Great Sport, Fording a River by Auto (Oct, 1921)
Great Sport, Fording a River by Auto
WHILE the beautiful Cook County forest preserves that lie about Chicago are to be kept, in the main, in their natural condition, certain improvements are added yearly for the comfort and pleasure of the many thousands of city-weary guests who motor or “hike” to them every hot holiday. Among these recreation engineering features are two underwater bridges across the Des Plaines River above the town of the same name.
Hundreds of motor cars each Sunday splash across the dam and many make repeats in order to wash the dust from the wheels. The auto rides through three inches of moving water.

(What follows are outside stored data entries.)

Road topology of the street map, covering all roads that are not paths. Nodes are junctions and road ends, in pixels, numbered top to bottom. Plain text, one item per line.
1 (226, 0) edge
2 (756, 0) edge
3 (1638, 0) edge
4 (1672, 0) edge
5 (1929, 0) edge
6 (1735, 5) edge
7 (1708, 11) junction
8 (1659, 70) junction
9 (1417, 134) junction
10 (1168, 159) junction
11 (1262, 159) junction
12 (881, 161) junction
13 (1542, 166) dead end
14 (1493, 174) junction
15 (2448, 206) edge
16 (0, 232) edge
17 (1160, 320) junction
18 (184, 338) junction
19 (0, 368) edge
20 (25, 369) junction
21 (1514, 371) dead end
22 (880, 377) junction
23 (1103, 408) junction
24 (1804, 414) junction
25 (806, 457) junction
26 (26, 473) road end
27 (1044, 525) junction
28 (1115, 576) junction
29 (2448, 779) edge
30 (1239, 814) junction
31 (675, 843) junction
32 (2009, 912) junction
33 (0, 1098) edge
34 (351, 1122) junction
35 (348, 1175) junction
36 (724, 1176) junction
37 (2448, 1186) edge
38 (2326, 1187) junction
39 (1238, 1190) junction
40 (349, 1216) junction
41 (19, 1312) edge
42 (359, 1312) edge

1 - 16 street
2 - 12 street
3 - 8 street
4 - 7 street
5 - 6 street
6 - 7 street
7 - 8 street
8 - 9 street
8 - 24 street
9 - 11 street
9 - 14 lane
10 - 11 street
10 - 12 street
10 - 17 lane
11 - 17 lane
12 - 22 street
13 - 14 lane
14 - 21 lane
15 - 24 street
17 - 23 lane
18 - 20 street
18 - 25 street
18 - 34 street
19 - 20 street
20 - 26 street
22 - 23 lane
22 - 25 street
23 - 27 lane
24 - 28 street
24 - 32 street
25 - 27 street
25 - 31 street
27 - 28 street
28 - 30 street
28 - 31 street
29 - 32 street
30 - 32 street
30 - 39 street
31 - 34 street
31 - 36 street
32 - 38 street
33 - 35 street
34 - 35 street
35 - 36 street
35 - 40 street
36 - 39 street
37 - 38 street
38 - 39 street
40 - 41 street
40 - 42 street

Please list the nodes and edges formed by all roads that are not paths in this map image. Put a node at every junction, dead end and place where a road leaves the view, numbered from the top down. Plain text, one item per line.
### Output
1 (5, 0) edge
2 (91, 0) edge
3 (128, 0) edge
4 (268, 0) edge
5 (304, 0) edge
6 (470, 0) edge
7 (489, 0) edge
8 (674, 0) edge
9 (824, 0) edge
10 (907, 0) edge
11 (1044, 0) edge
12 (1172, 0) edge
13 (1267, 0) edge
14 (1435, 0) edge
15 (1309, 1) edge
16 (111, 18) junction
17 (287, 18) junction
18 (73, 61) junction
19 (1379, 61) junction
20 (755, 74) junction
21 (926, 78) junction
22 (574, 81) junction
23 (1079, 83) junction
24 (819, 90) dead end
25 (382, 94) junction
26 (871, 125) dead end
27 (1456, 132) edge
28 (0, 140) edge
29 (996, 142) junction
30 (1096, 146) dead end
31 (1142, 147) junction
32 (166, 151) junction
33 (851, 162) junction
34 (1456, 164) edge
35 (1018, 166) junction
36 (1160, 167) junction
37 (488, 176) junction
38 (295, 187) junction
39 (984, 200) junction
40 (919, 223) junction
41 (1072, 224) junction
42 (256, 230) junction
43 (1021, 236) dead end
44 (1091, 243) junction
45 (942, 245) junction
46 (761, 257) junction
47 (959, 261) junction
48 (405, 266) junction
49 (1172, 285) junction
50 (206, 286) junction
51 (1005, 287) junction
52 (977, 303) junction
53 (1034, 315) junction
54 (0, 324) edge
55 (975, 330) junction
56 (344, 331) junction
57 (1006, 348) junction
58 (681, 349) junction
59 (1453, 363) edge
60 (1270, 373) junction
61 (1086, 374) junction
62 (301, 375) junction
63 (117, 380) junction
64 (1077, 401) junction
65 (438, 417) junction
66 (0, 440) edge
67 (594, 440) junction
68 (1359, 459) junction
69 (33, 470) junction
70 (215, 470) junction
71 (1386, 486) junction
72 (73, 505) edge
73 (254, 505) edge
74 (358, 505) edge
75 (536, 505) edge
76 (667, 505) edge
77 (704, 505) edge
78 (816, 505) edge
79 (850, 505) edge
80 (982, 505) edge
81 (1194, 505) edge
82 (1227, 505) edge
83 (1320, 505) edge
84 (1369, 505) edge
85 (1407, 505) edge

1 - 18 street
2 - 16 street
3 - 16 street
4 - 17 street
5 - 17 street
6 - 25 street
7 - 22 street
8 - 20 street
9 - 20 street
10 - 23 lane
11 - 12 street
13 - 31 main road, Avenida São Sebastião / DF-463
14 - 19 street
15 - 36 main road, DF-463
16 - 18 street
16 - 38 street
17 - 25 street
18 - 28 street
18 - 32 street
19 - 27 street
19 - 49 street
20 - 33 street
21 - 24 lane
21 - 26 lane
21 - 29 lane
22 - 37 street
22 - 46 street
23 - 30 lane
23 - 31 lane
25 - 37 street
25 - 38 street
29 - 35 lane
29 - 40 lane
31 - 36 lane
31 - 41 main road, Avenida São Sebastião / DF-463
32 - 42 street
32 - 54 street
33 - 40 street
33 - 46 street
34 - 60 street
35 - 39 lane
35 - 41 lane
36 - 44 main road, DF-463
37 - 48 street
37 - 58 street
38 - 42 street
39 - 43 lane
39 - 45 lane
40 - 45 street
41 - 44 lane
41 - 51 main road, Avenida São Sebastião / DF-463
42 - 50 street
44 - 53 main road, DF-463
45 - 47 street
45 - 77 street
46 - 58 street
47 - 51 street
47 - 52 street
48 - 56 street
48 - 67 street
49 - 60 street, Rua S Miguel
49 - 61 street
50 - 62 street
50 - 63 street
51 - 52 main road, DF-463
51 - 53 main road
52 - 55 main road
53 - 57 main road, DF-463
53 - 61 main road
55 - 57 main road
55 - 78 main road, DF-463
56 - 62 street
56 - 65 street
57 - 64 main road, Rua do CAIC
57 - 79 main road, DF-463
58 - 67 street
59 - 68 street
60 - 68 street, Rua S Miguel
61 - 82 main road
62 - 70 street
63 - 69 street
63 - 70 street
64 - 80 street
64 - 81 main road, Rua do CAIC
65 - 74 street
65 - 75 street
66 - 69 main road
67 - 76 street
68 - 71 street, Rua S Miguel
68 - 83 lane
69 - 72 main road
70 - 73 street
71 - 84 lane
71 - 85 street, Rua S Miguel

The roadbed, which is seventeen feet wide, has a roughened surface and a four-inch concrete curb. For the safety of pedestrians a handrail is provided, and a footbridge is put in to accommodate those who would cross dry-shod. Both rail and “trail” are removed in winter. The ford is usable all the year except for a short period in flood time and serves the work wagons of the foresters as well as the picnic parties.
These concrete dams serve other than “bridge-ford” purposes. They back up the water for several miles to facilitate boating, swimming and fishing. The impounding of the waters above is of value to the trees of the neighborhood. Beneath the dams are two large tiles to serve as fishways and to drain the water above in seasons of low water.
Neighbors swell with local pride as they point out these underwater bridges.